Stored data
══════

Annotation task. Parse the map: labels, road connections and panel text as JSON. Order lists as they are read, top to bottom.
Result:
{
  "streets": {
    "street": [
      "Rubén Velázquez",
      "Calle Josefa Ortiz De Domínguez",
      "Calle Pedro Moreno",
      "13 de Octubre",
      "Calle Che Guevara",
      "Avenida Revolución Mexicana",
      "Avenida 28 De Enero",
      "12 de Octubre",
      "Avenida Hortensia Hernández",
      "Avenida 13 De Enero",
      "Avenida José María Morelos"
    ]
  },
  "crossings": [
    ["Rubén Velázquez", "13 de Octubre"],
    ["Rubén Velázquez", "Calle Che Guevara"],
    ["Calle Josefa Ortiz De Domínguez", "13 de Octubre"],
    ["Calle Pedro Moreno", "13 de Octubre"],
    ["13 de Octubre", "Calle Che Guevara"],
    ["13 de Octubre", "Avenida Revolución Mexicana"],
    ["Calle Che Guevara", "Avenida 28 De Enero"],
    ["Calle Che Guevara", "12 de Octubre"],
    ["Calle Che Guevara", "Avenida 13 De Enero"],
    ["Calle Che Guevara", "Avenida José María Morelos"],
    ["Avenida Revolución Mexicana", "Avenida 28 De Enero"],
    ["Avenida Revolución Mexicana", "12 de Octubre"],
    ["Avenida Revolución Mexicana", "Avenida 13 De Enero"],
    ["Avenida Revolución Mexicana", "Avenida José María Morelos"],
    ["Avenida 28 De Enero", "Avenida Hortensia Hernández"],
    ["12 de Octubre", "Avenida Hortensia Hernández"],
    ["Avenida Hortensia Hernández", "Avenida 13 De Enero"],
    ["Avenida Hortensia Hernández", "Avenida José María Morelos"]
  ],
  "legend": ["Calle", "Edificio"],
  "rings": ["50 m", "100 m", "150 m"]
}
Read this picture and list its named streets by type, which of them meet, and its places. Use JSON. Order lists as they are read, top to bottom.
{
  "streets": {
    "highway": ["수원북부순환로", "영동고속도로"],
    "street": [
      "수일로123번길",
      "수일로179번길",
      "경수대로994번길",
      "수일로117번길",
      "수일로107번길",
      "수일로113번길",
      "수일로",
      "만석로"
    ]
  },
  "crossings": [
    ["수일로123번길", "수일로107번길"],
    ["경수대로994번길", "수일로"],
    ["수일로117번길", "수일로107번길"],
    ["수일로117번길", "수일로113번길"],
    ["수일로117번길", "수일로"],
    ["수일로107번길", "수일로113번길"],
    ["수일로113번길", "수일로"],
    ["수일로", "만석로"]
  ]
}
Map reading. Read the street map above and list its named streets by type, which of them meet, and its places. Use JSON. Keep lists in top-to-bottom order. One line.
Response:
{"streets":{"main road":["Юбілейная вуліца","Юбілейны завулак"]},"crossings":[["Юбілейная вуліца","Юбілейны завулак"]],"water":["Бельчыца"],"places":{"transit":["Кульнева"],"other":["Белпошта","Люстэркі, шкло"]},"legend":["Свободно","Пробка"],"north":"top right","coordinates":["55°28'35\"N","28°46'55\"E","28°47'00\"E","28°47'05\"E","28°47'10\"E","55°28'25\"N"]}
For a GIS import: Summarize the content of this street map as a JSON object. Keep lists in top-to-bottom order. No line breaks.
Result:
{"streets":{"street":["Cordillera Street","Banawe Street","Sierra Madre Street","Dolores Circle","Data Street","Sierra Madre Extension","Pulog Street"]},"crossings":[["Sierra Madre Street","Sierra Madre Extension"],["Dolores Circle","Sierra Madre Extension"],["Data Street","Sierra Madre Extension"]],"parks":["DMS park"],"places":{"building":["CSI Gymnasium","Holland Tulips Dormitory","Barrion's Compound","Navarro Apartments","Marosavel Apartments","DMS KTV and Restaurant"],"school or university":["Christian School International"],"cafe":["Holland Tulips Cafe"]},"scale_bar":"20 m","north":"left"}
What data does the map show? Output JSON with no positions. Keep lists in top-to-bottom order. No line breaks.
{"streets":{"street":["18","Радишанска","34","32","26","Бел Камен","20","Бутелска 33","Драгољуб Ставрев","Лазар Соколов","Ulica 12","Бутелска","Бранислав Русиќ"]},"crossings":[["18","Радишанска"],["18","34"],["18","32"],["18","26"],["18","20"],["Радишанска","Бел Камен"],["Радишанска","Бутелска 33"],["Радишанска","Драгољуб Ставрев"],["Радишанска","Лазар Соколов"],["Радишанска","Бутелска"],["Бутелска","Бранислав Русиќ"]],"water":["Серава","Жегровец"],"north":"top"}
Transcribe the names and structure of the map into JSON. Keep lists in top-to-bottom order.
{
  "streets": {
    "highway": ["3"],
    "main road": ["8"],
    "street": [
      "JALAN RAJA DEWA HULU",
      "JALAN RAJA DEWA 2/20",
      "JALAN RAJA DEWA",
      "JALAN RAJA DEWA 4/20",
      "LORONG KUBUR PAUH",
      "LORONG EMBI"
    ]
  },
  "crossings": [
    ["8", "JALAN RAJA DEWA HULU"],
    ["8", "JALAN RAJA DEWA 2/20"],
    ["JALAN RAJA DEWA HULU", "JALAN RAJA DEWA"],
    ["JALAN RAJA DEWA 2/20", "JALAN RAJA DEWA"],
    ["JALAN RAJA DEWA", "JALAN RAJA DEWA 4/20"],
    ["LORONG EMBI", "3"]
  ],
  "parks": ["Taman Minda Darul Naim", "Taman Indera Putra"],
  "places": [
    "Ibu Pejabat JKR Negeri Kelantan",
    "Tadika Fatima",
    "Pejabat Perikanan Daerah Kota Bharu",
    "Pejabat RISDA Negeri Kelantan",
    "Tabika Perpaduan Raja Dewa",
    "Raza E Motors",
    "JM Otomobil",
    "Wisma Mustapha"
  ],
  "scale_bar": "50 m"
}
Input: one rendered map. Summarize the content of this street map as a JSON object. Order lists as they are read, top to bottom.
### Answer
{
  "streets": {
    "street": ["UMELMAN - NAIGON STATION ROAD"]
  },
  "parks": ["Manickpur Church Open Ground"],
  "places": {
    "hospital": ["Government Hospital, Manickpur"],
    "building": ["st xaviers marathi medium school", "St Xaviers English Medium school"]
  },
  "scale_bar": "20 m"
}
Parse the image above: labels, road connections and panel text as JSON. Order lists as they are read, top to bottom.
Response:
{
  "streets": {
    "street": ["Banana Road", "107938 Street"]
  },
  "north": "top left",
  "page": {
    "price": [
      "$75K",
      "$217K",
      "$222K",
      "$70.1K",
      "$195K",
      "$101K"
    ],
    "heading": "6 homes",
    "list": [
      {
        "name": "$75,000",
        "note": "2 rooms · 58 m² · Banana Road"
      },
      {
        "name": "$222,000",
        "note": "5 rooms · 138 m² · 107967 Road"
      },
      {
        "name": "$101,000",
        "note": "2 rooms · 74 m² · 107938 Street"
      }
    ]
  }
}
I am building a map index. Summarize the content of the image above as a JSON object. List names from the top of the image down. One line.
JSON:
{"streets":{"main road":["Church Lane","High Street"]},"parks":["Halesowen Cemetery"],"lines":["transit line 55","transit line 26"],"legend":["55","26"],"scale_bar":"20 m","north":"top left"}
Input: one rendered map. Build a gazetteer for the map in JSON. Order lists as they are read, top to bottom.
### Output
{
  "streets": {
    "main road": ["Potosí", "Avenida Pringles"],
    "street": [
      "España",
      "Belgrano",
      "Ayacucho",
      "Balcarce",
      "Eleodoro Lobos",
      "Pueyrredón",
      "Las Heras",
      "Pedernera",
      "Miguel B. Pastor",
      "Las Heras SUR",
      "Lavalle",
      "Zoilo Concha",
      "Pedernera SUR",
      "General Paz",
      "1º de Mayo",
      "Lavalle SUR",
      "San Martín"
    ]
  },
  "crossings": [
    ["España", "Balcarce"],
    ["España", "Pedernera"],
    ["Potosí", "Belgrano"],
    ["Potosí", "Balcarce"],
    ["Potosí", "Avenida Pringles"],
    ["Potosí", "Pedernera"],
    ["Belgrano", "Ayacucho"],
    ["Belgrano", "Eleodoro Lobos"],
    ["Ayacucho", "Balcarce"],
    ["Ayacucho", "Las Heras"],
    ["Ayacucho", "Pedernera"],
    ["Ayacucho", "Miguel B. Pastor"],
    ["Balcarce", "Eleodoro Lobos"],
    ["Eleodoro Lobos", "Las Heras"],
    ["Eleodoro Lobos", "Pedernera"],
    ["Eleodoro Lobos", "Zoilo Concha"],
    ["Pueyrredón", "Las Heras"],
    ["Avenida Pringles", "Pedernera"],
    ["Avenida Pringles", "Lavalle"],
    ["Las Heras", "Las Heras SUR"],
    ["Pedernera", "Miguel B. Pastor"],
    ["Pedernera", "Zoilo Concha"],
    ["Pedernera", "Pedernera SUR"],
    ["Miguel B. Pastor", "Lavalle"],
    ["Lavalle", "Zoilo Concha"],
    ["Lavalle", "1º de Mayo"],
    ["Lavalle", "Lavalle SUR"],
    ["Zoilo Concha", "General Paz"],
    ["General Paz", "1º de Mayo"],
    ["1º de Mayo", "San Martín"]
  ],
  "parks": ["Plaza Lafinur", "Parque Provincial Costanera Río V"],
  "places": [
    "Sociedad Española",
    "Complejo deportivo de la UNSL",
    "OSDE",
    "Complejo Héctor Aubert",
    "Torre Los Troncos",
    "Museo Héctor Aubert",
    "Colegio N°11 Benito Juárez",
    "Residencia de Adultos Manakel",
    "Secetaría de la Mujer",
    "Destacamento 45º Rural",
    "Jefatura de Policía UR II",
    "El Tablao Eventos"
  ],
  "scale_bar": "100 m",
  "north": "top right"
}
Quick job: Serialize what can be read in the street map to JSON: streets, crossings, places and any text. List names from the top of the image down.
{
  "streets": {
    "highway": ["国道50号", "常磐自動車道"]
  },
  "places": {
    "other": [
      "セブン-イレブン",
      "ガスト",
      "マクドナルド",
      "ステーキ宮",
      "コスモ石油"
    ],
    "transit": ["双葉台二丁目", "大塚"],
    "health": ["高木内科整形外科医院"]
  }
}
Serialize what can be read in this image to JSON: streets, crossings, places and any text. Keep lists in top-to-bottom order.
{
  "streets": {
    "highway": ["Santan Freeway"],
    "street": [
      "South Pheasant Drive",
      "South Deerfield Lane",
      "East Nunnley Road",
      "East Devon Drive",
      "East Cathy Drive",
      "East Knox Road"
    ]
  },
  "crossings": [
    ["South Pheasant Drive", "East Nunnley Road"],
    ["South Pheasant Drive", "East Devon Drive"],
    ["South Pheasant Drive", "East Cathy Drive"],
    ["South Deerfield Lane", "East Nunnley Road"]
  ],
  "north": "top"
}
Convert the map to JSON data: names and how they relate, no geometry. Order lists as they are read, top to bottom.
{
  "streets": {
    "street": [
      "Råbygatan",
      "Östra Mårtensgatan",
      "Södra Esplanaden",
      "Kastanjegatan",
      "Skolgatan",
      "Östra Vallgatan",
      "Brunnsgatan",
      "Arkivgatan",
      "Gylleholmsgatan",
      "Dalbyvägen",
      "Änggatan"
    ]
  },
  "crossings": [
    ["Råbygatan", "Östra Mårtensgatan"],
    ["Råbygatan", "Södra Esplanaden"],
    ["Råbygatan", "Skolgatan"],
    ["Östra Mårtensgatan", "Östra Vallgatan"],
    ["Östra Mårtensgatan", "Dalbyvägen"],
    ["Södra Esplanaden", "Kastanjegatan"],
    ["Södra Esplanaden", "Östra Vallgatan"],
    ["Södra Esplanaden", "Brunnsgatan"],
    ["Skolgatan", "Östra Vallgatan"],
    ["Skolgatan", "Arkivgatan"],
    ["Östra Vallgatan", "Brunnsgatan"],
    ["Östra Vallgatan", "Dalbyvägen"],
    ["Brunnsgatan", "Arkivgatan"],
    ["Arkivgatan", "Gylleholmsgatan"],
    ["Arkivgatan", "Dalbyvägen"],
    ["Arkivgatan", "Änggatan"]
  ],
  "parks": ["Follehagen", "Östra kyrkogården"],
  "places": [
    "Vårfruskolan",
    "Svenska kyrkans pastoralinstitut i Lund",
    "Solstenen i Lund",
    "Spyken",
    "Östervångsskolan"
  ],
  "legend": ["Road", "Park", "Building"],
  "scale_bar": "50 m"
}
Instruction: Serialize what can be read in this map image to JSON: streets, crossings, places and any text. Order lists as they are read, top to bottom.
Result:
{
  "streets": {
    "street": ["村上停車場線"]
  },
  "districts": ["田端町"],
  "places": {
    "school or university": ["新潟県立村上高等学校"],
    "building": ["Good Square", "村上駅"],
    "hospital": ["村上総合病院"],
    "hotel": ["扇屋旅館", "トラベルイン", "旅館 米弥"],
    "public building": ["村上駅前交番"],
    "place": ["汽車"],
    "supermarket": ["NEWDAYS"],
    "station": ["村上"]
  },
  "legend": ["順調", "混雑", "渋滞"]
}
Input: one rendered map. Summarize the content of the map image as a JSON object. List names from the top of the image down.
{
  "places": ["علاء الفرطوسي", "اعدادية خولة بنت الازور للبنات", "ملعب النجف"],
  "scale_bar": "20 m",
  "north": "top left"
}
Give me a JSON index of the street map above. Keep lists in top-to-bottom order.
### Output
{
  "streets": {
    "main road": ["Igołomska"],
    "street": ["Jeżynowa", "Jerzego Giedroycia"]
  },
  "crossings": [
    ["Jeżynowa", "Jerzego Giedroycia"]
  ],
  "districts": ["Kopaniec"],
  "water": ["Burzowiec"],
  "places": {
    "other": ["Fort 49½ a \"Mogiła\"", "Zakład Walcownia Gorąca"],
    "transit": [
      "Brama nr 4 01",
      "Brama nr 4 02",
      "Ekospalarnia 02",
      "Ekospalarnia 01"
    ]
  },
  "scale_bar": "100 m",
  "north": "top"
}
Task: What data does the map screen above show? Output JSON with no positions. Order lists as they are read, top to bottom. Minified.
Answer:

══════

Problem requirements => Pull every line containing "labels" out of the entries.

Task response =>
Annotation task. Parse the map: labels, road connections and panel text as JSON. Order lists as they are read, top to bottom.
Parse the image above: labels, road connections and panel text as JSON. Order lists as they are read, top to bottom.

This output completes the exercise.